__TASK DIRECTIONS__. Work out how many lines of the material below contain the word "middle", then write that number alone.
------------------------------------------------
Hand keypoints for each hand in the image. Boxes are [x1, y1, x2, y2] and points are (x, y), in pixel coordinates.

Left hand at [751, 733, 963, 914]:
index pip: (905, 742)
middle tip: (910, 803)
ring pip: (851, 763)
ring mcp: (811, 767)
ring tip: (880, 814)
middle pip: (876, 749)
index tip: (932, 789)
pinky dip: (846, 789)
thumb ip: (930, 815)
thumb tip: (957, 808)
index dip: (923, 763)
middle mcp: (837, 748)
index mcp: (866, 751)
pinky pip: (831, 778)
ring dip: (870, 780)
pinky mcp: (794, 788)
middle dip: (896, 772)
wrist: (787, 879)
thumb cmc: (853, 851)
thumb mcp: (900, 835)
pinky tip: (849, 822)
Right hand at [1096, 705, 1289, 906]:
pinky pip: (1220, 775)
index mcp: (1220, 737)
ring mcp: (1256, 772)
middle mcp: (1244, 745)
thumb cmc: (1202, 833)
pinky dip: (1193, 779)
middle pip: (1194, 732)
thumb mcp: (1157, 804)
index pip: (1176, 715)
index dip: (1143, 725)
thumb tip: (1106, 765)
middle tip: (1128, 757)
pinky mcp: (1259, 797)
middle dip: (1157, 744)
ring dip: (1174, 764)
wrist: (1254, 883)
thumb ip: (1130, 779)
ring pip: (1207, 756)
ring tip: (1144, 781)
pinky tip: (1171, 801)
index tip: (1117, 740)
------------------------------------------------
__SOLUTION FOR THIS EXERCISE__. 8